UM-ARM-Lab · LemonPi · Mar 10, 2026 · Mar 10, 2026 · Mar 10, 2026 · Mar 10, 2026
diff --git a/benchmarks/bench_compile.py b/benchmarks/bench_compile.py
@@ -0,0 +1,217 @@
+#!/usr/bin/env python
+"""Benchmark script for arm_pytorch_utilities torch.compile optimization.
+
+Measures eager-mode and torch.compile performance for refactor-target functions.
+Outputs a printed table and JSON file for before/after comparison.
+
+Usage:
+    python benchmarks/bench_compile.py --device cpu
+    python benchmarks/bench_compile.py --device cuda
+"""
+import argparse
+import json
+import time
+from datetime import datetime
+from pathlib import Path
+
+import torch
+
+from arm_pytorch_utilities import math_utils, linalg, tensor_utils, preprocess, softknn
+
+
+def bench(fn, *args, warmup=5, repeats=20, device='cpu'):
+    """Time a function with warmup and repeats. Returns median time in ms."""
+    for _ in range(warmup):
+        fn(*args)
+    if device == 'cuda':
+        torch.cuda.synchronize()
+
+    times = []
+    for _ in range(repeats):
+        if device == 'cuda':
+            torch.cuda.synchronize()
+        t0 = time.perf_counter()
+        fn(*args)
+        if device == 'cuda':
+            torch.cuda.synchronize()
+        t1 = time.perf_counter()
+        times.append((t1 - t0) * 1000)
+
+    times.sort()
+    return times[len(times) // 2]
+
+
+def try_compile_bench(fn, *args, device='cpu', warmup=5, repeats=20):
+    """Try to compile and benchmark a function.
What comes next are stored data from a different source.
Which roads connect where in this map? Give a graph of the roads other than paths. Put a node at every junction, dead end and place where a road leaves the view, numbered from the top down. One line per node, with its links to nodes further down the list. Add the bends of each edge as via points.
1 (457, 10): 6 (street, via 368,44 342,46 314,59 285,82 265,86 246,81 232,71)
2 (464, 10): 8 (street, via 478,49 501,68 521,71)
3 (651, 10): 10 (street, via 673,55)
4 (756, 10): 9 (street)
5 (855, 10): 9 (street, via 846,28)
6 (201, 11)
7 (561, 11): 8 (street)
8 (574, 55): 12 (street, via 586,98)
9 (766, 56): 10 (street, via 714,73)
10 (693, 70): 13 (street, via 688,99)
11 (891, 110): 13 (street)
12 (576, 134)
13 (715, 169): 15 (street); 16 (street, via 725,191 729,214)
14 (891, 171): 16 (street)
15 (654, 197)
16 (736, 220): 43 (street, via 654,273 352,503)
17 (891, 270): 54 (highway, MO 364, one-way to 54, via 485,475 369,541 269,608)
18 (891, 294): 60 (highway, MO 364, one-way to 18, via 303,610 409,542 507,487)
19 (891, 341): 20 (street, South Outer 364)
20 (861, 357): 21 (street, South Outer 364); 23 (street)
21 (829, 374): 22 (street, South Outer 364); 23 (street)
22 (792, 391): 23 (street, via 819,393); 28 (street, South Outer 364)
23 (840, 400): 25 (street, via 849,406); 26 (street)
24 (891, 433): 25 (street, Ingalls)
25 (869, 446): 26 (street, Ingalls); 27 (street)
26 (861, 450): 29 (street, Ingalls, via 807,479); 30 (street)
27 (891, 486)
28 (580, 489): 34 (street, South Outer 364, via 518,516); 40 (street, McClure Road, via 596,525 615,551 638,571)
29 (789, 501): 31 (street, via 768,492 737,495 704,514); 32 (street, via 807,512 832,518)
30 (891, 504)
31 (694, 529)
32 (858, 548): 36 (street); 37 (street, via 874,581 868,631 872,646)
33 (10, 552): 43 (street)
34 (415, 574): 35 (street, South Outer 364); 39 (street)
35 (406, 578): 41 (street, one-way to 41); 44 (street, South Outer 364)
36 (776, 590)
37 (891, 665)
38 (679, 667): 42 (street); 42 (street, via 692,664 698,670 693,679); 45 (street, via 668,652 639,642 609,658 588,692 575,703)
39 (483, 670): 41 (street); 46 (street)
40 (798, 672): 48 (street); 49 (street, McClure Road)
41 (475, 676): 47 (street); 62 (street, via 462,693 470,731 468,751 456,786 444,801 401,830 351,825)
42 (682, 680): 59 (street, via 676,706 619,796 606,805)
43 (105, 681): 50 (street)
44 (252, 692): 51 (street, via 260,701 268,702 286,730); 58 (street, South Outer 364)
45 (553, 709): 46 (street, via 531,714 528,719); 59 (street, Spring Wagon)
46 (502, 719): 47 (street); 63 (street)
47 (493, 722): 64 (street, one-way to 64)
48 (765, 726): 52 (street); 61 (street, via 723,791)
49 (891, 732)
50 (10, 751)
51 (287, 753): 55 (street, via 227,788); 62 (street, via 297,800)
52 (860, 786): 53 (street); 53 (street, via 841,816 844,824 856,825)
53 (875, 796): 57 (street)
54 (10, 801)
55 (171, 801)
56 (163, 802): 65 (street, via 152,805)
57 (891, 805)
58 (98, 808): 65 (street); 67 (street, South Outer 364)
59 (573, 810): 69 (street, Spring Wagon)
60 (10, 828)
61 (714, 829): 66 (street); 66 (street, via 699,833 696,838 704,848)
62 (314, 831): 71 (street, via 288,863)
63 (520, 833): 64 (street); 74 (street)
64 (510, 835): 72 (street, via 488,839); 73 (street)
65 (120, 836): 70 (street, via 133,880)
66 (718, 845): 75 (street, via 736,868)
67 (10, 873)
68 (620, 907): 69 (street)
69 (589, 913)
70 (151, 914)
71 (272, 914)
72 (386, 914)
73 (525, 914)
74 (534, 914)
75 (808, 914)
Returns (time_ms, success) or (None, False)."""
+    try:
+        compiled_fn = torch.compile(fn, fullgraph=True)
+        # Warmup includes compilation
+        for _ in range(warmup):
+            compiled_fn(*args)
+        if device == 'cuda':
+            torch.cuda.synchronize()
+
+        times = []
+        for _ in range(repeats):
+            if device == 'cuda':
+                torch.cuda.synchronize()
+            t0 = time.perf_counter()
+            compiled_fn(*args)
+            if device == 'cuda':
+                torch.cuda.synchronize()
+            t1 = time.perf_counter()
+            times.append((t1 - t0) * 1000)
+
+        times.sort()
+        return times[len(times) // 2], True
+    except Exception as e:
+        return None, False, str(e)
+
+
+def make_psd(n, device):
+    R = torch.randn(n, n, device=device)
+    return R.t() @ R + torch.eye(n, device=device) * 0.1
+
+
+def run_benchmarks(device_str):
+    device = torch.device(device_str)
+    results = {}
+
+    benchmarks = {}
+
+    # --- Setup inputs ---
+    # replace_nan_and_inf
+    x_nan = torch.randn(10000, 100, device=device)
+    mask = torch.rand_like(x_nan) < 0.1
+    x_nan[mask] = float('nan')
+    benchmarks['replace_nan_and_inf'] = (math_utils.replace_nan_and_inf, (x_nan.clone(), 0), True)
+
+    # angular_diff_batch
+    a_ang = torch.randn(100000, device=device)
+    b_ang = torch.randn(100000, device=device)
+    benchmarks['angular_diff_batch'] = (math_utils.angular_diff_batch, (a_ang, b_ang), False)
+
+    # angle_between_stable
+    u_abs = torch.randn(200, 50, device=device)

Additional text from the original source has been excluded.